Rashadabd and Bikerjulio: thanks for letting me know about the bike shops. Im quite busy these next few weeks but I will be sure to check the LBS/bikes out. I didn't even know that we had canadian manufacturers so it was definitely nice to learn something new .

Zeet: thanks for all the advice. I have looked into building my own bike and I have found the frameset to be the hardest part to procure. I am currently volunteering at a local bike coop and will continue to do so and will keep my eyes out for any nice frames that may come my way. 

PJ352: Thanks for everything. You have given me a lot of insight into buying bikes and a lot more to consider now too.


> If you can do longer rides on that MTB, you're going to think you died and went to heaven when you get a new road bike.


I am definitely looking forward to getting on a road bike for the first time.

I look forward to hopefully getting a chance to ride with some (if not all of you) in the future.


----------



## Zeet (Mar 24, 2013)

That's great news, Pine! ...I've taken the liberty to checkout Toronto's Craigslist. Looks like you've got a few really good chromoly prospects in there for under $300. Whatever the case may be, just keep checking CL and put the word out and perhaps hang a flyer or two in nearby libraries and supermarkets. Perhaps even alert a local college campus, that you're looking for an old styled chromoly road bike (tell 'em you're willing to pay top dollar and leave your email address). Make certain that it has vertical dropouts. When you go to Toronto's CL, you might wanna type in brand names like, Raleigh, Schwinn, Nishiki, Peugeot, and Bianchi, into the bike search box.


----------



## PJ352 (Dec 5, 2007)

pine138 said:


> I am definitely looking forward to getting on a road bike for the first time.
> 
> I look forward to hopefully getting a chance to ride with some (if not all of you) in the future.


Good luck with both your environmental issues and the bike shopping. By all means, keep us updated along the way.


----------



## pine138 (Jul 6, 2013)

Sorry to bug you all again. I know I promised to hide in my own little corner until I found a bike buuuttt, I just saw this posting on CL and thought that it looked like a good roadbike to hold me over until I can save up enough to get the bike I want. 

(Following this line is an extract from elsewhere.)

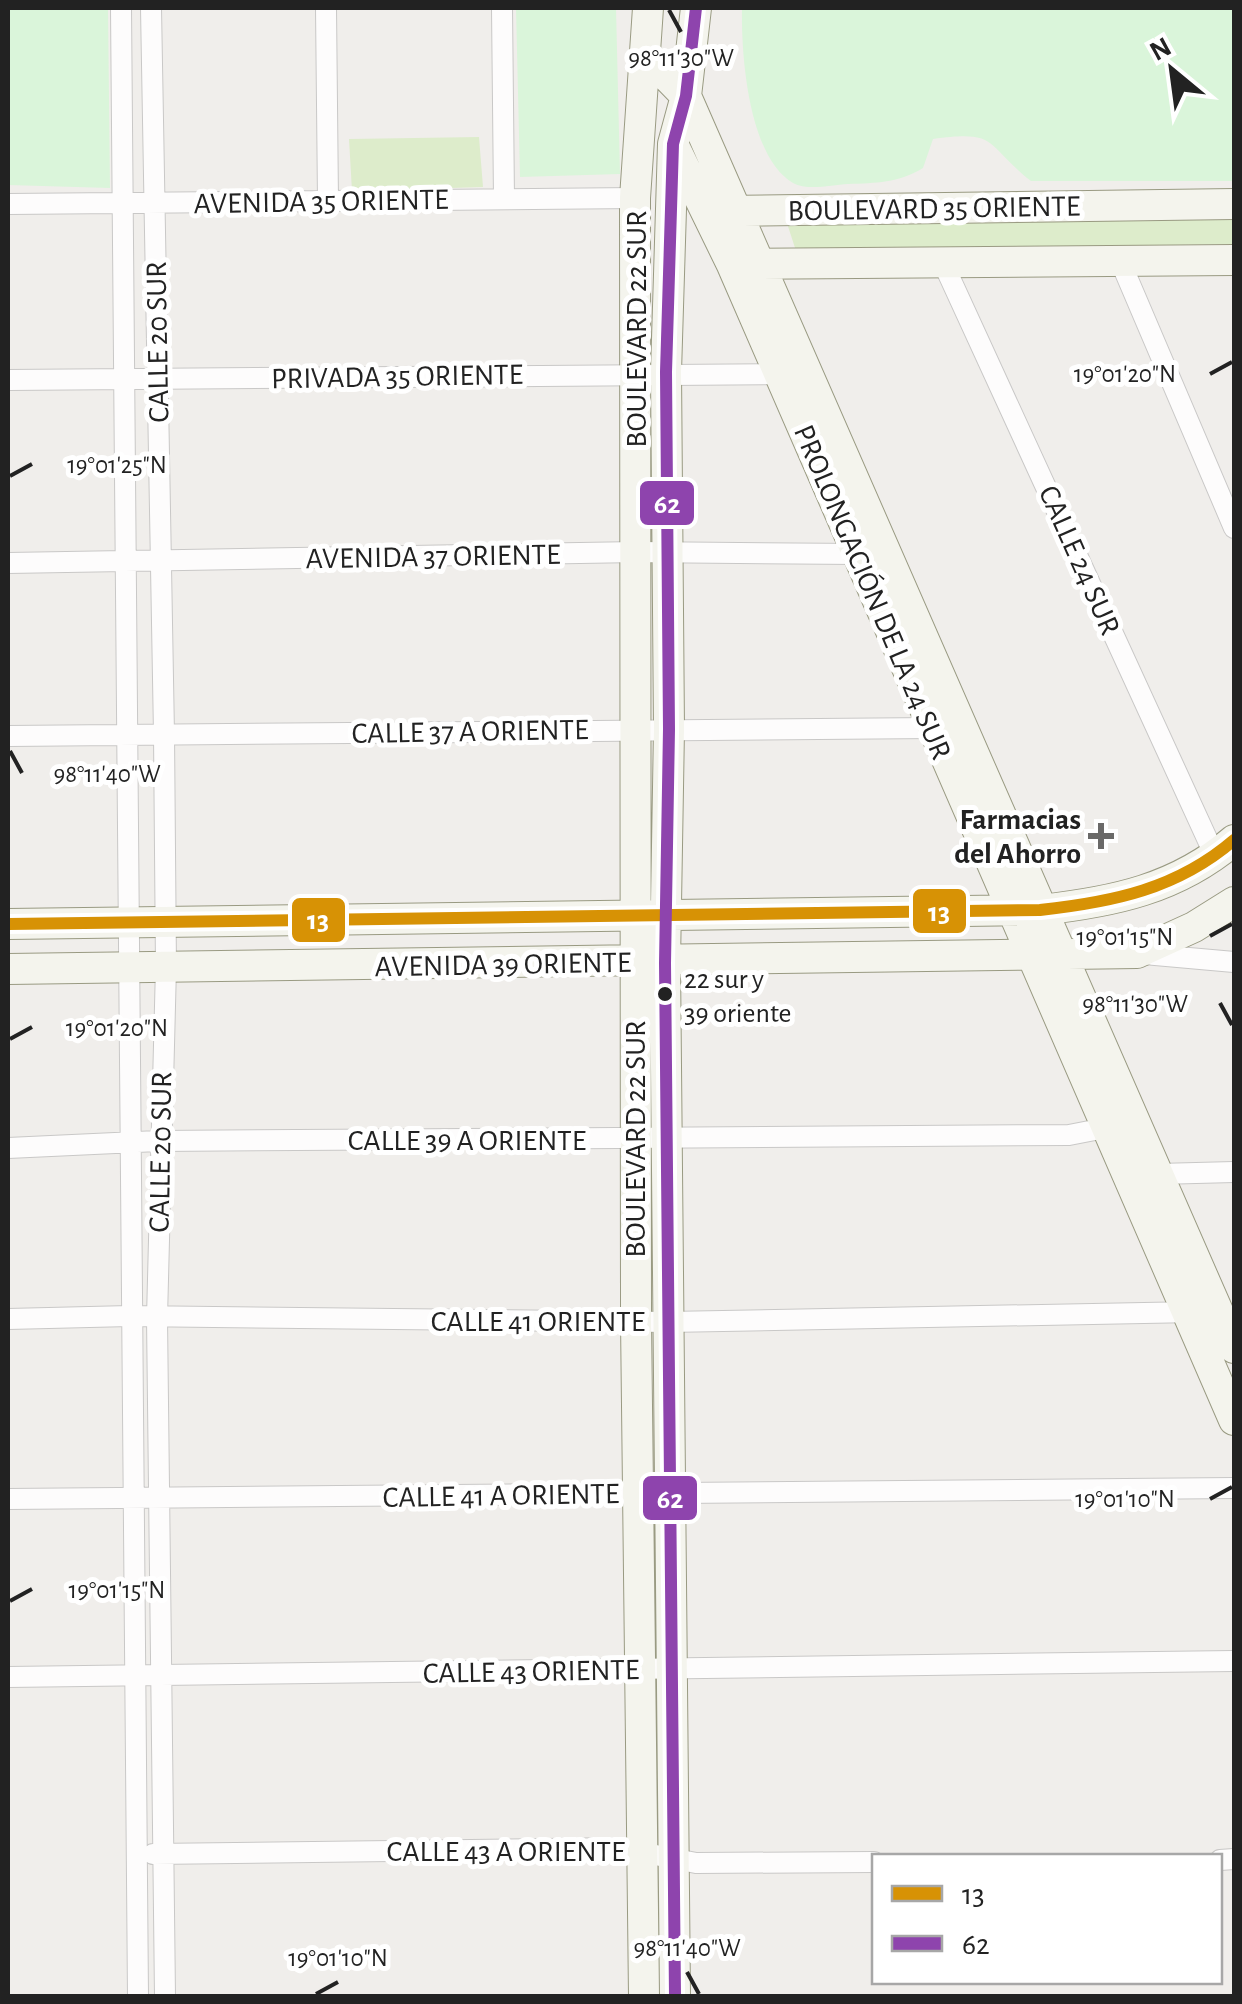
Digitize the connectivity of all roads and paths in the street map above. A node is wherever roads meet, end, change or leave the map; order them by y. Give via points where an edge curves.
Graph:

Red 1985 CCM road bike 10 speed - 20" frame

Hope you're all having a good week! Let me know what you guys think.


----------



## Zeet (Mar 24, 2013)

pine138 said:


> Sorry to bug you all again. I know I promised to hide in my own little corner until I found a bike buuuttt, I just saw this posting on CL and thought that it looked like a good roadbike to hold me over until I can save up enough to get the bike I want.
> 
> Red 1985 CCM road bike 10 speed - 20" frame
> 
> Hope you're all having a good week! Let me know what you guys think.


Most would consider that a girl's bike. You might get some strange looks. Keep looking, unless you don't mind that kind of attention. Otherwise, the bike looks co-op ready.


----------



## PJ352 (Dec 5, 2007)

FWIW, it's called a mixte (step thru) frame (versus diamond). I'd agree that most would consider it a woman's bike. Beyond that, I'd consider it an old (vintage?), well kept, lower end bike. 

Also FWIW, when compared to Chromoly, hi-ten steel is softer, less expensive and heavier, but as durable (except for maybe a tendency to rust).


----------



## Zeet (Mar 24, 2013)

PJ352 said:


> FWIW, it's called a mixte (step thru) frame (versus diamond). I'd agree that most would consider it a woman's bike. Beyond that, I'd consider it an old (vintage?), well kept, lower end bike.
> 
> Also FWIW, when compared to Chromoly, hi-ten steel is softer, less expensive and heavier, but as durable (except for maybe a tendency to rust).


+1 Excellent commentary! :thumbsup: ...Also, while hi-tensile steel bikes tend to be heavier than chromoly bikes, they do so only because most chromoly steel bikes have been butted, carved, or shaved in specific areas in order to make them lighter. This shaving or butting is permitted to take place, since chromoly steel is stronger than hi-tensile steel. By not shaving or butting hi-tensile steel, the hi-tensile tubing can approach the strength of the naturally stronger and butted chromoly steel tubes. The chromium added to the chromoly steel alloy, makes the chromoly steel tubing slightly less prone to rust. However, that's not quite to the point of referring to it as being *rust-resistant*.


----------



## pine138 (Jul 6, 2013)

Is there any way to determine the material make of the frame (steel, chromoly, etc.) by looking at it?


----------



## Zeet (Mar 24, 2013)

pine138 said:


> Is there any way to determine the material make of the frame (steel, chromoly, etc.) by looking at it?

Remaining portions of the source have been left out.